The CAN bus is a robust vehicle bus standard designed to allow microcontrollers and devices to communicate with each other. It is a message-based protocol, designed originally for multiplex electrical wiring within automobiles and is also heavily used in robotics and aerospace.
CAN has many years of heritage and is also qualified for space use. In particular, ECSS has developed the CANbus Extenstion Protocol Standard ECSS-E-ST-50-15C specifically for spacecraft projects that opt to use the CAN Network for on-board communications and control. It also defines the optional use of the CANopen standard as an application layer protocol operating in conjunction with the CAN Network data link layer.
For LibreCube's purpose however, the ECSS CANbus is deemed too complex in terms of implementation and usage. Thus we have further modified the ECSS CANbus Standard to fit the needs of typical spacecraft (and robotics, drone, etc.) projects, while being easy to use and implement. This is what we call the SpaceCAN bus.
We consider that the SpaceCAN bus is used for control and monitoring, allowing the exchange of commands and telemetry among spacecraft subsystems. Typically, a central processing unit is commanding other intelligent nodes (such as the power system, communication system, and payloads) and collects status information from them. The data to be exchanged on this bus is of moderate volume but must be transmitted in a reliable way. The bus us not intended to route high-volume data, such as science data, but to ensure reliable and robust communication between controller and responder nodes of the network. For this, small messages are sent between nodes that must arrive without error and with very little delay.
The system bus is designed as a linear bus and is composed of a nominal and redundant chain (bus A and bus B).
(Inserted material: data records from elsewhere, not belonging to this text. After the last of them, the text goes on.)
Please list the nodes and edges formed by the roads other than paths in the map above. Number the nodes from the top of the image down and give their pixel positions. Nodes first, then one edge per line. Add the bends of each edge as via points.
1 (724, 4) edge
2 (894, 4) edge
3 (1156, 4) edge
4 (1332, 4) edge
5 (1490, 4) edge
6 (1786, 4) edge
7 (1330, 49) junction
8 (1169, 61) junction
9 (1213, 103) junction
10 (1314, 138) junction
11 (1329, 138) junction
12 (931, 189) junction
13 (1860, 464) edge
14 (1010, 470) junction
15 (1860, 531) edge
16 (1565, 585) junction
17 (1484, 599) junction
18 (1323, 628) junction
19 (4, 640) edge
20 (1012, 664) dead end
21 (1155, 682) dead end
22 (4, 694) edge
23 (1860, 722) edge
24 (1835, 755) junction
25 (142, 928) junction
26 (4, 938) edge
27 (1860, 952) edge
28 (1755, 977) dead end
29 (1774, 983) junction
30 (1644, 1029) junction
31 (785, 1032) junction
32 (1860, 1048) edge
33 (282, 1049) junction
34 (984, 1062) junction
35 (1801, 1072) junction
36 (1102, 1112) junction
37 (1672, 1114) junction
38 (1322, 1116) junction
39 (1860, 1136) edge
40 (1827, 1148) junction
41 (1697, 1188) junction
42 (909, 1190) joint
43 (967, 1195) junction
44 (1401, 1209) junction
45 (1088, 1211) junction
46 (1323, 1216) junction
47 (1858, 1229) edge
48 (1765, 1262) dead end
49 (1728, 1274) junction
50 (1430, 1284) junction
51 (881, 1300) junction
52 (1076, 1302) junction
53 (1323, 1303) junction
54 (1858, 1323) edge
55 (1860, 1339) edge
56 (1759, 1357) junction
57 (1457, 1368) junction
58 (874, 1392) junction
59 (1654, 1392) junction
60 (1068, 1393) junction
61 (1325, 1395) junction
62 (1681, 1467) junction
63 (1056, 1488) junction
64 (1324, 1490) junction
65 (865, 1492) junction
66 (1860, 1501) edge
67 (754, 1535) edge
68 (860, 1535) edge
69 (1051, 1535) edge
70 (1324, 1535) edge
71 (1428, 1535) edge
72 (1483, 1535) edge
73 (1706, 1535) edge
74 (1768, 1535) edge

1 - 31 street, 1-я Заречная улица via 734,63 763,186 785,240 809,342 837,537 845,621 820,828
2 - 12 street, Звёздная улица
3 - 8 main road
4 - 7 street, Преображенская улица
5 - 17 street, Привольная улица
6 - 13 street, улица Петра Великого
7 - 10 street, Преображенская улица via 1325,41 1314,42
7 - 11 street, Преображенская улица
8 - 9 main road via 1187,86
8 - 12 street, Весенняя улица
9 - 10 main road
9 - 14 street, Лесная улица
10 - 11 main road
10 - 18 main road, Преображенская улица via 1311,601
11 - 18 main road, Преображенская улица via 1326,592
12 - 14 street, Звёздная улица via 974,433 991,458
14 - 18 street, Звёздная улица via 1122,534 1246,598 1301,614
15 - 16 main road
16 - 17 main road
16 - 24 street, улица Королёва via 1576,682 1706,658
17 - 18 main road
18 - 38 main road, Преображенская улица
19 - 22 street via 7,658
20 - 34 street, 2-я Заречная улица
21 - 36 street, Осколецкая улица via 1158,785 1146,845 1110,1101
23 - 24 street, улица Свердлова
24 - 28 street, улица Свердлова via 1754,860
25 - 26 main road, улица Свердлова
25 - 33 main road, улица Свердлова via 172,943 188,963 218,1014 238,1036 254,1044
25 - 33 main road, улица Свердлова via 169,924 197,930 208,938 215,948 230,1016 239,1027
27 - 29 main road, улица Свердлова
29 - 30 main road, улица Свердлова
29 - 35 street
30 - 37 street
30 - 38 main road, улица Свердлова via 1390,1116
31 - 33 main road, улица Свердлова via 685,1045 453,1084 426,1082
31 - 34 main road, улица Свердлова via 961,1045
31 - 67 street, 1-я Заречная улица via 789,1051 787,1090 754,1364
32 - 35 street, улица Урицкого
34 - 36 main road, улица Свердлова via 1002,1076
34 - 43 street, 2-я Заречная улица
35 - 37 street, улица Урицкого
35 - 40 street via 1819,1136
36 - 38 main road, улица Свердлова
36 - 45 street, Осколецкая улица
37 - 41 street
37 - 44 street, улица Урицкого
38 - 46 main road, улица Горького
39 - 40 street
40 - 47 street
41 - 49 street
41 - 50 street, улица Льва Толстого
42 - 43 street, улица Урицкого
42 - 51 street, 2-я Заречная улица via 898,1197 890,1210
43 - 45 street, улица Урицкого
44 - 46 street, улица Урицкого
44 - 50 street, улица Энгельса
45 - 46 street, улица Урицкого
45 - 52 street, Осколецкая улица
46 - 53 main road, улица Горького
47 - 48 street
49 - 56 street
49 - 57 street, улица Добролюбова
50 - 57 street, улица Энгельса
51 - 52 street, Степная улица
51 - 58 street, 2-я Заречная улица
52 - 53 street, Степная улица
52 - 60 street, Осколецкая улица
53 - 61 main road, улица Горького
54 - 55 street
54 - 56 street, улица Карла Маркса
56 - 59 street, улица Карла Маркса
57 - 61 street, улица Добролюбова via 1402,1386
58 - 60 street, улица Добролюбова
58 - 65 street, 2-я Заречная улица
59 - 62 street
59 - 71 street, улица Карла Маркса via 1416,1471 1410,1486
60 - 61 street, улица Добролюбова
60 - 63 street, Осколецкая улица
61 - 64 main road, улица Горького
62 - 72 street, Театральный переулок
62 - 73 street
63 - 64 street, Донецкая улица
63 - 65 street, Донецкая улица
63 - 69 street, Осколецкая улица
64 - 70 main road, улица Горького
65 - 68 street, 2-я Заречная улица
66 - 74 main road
The controller node can talk to responders and the responders can talk to the controller. The responders DO NOT talk with each other. If data needs to be transferred from one responder to the other, this must be coordinated by and go through the controller. The concept behind this architecture is that of a central computer that manages the satellite and which is connected to intelligent subsystems (i.e. that have their own microcontrollers). The interconnection of the controller and the various responder nodes form a network.
The network is thus composed of a single controller (with node ID 0) and up to 127 responders (with node ID 1 to 127). The node IDs are typically hard-coded in software and do not change during operation. Node IDs with lower value have higher priority in communication. That means, critical systems must be given lower IDs.
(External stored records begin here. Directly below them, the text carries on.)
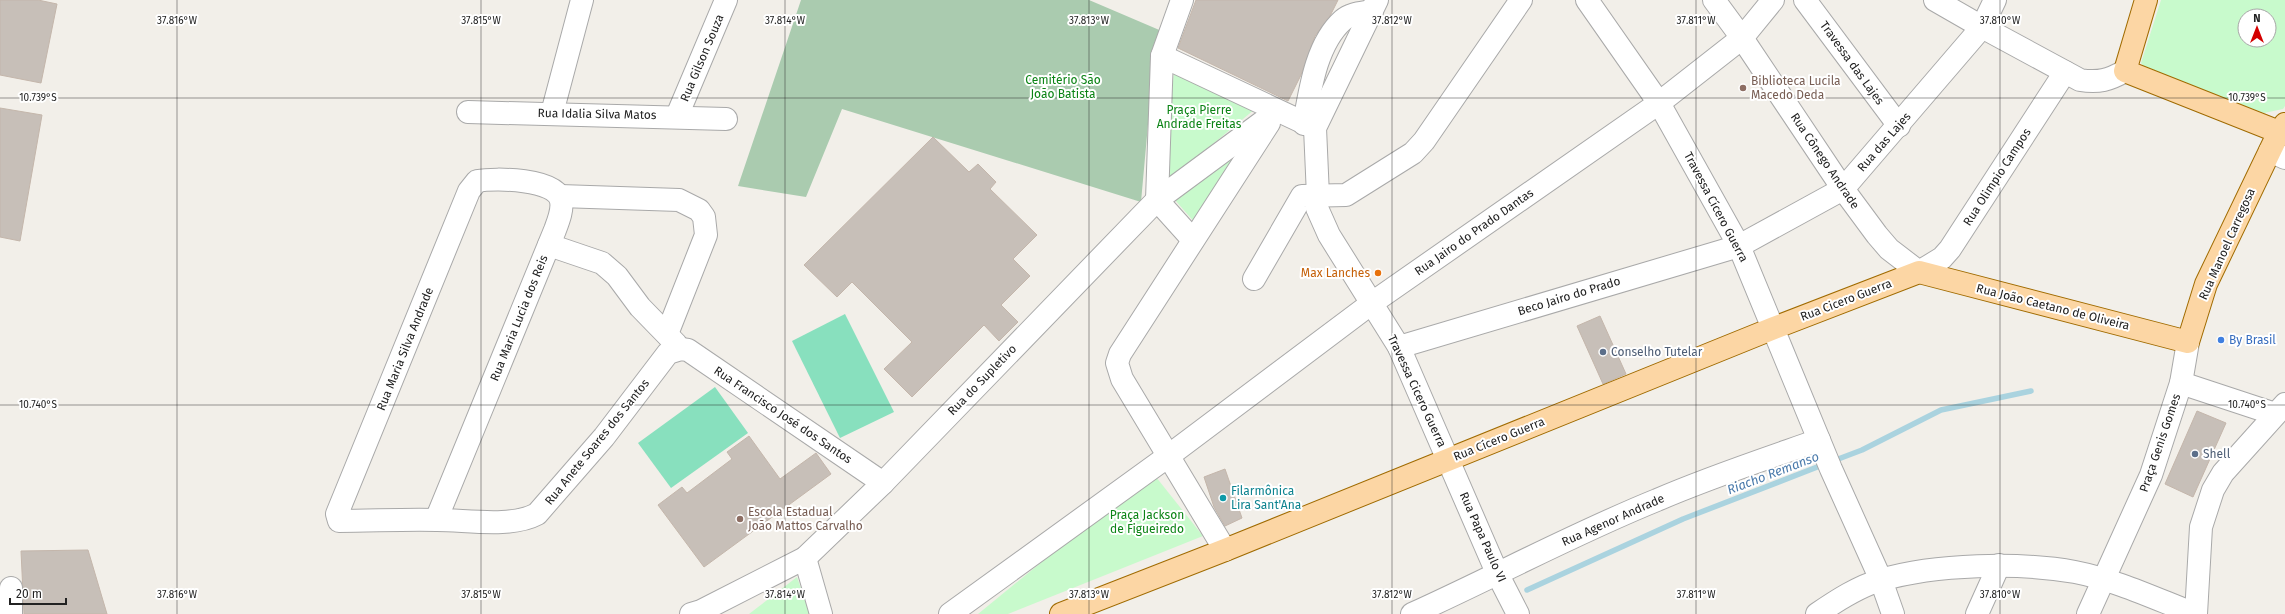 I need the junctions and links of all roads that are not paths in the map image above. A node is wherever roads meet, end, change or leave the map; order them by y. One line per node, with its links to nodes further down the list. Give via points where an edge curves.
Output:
1 (582, 0): 21 (street)
2 (726, 0): 22 (street, Rua Gilson Souza)
3 (1182, 0): 15 (street)
4 (1521, 0): 29 (street, via 1424,141 1413,153 1346,194)
5 (1587, 0): 18 (street, Travessa Cícero Guerra)
6 (1714, 0): 14 (street, Rua Cônego Andrade)
7 (1773, 0): 14 (street, Rua Jairo do Prado Dantas)
8 (1805, 0): 25 (street, Travessa das Lajes)
9 (1935, 0): 13 (street)
10 (1995, 0): 13 (street, Rua das Lajes)
11 (2146, 0): 16 (main road)
12 (1375, 6): 24 (street)
13 (1982, 27): 17 (street); 25 (street, Rua das Lajes)
14 (1742, 38): 18 (street, Rua Jairo do Prado Dantas); 27 (street, Rua Cônego Andrade)
15 (1162, 56): 20 (street); 30 (street)
16 (2125, 71): 17 (street, via 2109,80 2095,83 2080,80); 26 (main road)
17 (2065, 72): 34 (street, Rua Olimpio Campos, via 1950,249 1942,258)
18 (1659, 103): 33 (street, Travessa Cícero Guerra); 36 (street, Rua Jairo do Prado Dantas)
19 (468, 112): 21 (street, Rua Idalia Silva Matos)
20 (1276, 112): 24 (street); 30 (street); 31 (street)
21 (552, 113): 22 (street, Rua Idalia Silva Matos)
22 (677, 116): 23 (street, Rua Idalia Silva Matos)
23 (726, 119)
24 (1309, 126): 29 (street, Travessa Cicero Guerra)
25 (1899, 126): 27 (street, Rua das Lajes)
26 (2281, 140): 39 (main road, Rua Manoel Carregosa, via 2206,284)
27 (1843, 189): 33 (street, Rua das Lajes); 34 (street, Rua Cônego Andrade, via 1889,249)
28 (560, 196): 32 (street, Rua Maria Lucia dos Reis, via 562,207); 38 (street, via 679,200 699,210 704,217 706,235); 47 (street, Rua Maria Silva Andrade, via 555,190 527,181 496,179 477,181 472,186 337,514)
29 (1318, 196): 35 (street, via 1302,196); 36 (street, Travessa Cicero Guerra, via 1316,208 1329,235)
30 (1157, 200): 31 (street); 46 (street, Rua do Supletivo)
31 (1194, 240): 44 (street, via 1120,354 1117,364 1122,379)
32 (549, 245): 38 (street, Rua Francisco José dos Santos, via 602,263 617,276 640,307); 48 (street, Rua Maria Lucia dos Reis)
33 (1739, 246): 37 (street, Travessa Cícero Guerra); 40 (street, Beco Jairo do Prado)
34 (1918, 272): 37 (main road, Rua Cicero Guerra); 39 (main road, Rua João Caetano de Oliveira)
35 (1254, 279)
36 (1372, 303): 40 (street, Travessa Cicero Guerra); 44 (street, Rua Jairo do Prado Dantas)
37 (1774, 328): 43 (street, Travessa Cícero Guerra); 45 (main road, Rua Cícero Guerra)
38 (674, 341): 46 (street, Rua Francisco José dos Santos); 48 (street, Rua Anete Soares dos Santos, via 668,353 604,437 537,514 520,521)
39 (2188, 342): 41 (street, Rua Manoel Carregosa)
40 (1398, 347): 45 (street, Travessa Cicero Guerra)
41 (2181, 383): 42 (street, Praça Genis Gomes); 53 (street, Praça Genis Gomes, via 2151,475)
42 (2280, 409): 67 (street, Praça Genis Gomes, via 2223,473 2213,490 2201,528)
43 (1825, 454): 52 (street, Rua Agenor Andrade, via 1657,500 1577,535); 54 (street, Travessa Cícero Guerra)
44 (1167, 456): 49 (street); 59 (street)
45 (1449, 459): 49 (main road, Rua Cícero Guerra); 52 (street, Rua Papa Paulo VI)
46 (883, 483): 50 (street, Rua do Supletivo)
47 (338, 519): 48 (street, Rua Anete Soares dos Santos)
48 (436, 520)
49 (1225, 550): 60 (main road)
50 (805, 558): 56 (street, Rua do Supletivo); 58 (street)
51 (1999, 565): 53 (street, via 2041,567); 54 (street, via 1916,573); 65 (street)
52 (1498, 575): 61 (street, Rua Agenor Andrade); 62 (street, Rua Papa Paulo VI)
53 (2103, 579): 66 (street, Praça Genis Gomes); 67 (street)
54 (1881, 580): 63 (street, via 1837,601); 64 (street, Travessa Cícero Guerra)
55 (11, 588): 57 (street)
56 (700, 613)
57 (11, 614)
58 (821, 614)
59 (950, 614)
60 (1061, 614)
61 (1412, 614)
62 (1518, 614)
63 (1817, 614)
64 (1892, 614)
65 (1977, 614)
66 (2088, 614)
67 (2196, 614)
Nodes can connect to the bus via selective or parallel access.
The selective bus access architecture implements a single CAN controller and interfaces the redundant CAN network via two transceivers. A bus selection mechanism is implemented between the CAN controller and the transceivers allowing the application to select the bus to be used for communication.
The parallel bus access architecture interfaces the redundant CAN network through a pair of CAN controllers.
|Selective Bus Access||Parallel Bus Access|
The CAN data frames carry an 11-bit field for the CAN ID which identify the message and provide a priority scheme (lower CAN IDs have higher priority). ECSS-CAN, which is based on CANopen, splits the CAN ID into a 4-bit function code (to identify the service) and a 7-bit node ID address. The function code together with the node ID then forms a communication object.
|Object||CAN ID (hex)||Originator|
|SCET Time||180 + Node ID||Master|
|UTC Time||200 + Node ID||Master|
|Telecommand (TC)||280 + Node ID||Master|
|Telemetry (TM)||300 + Node ID||Slave|
SpaceCAN provides functionalities that are expected from a reliable and robust monitoring and control bus. These functionalities are defined as services. They are derived from ECSS-E-ST-50-15C standard and were modified to facilitate implementation.
Redundancy Management via Heartbeats
The system bus is made resilient to single point failure (such as problem in cabling or connector fault) through redundant physical media topology. Redundant communication channels require a redundancy management scheme. The selected scheme for cold redundancy (that is, one bus active at a time) applies the concept of node monitoring via heartbeat frames.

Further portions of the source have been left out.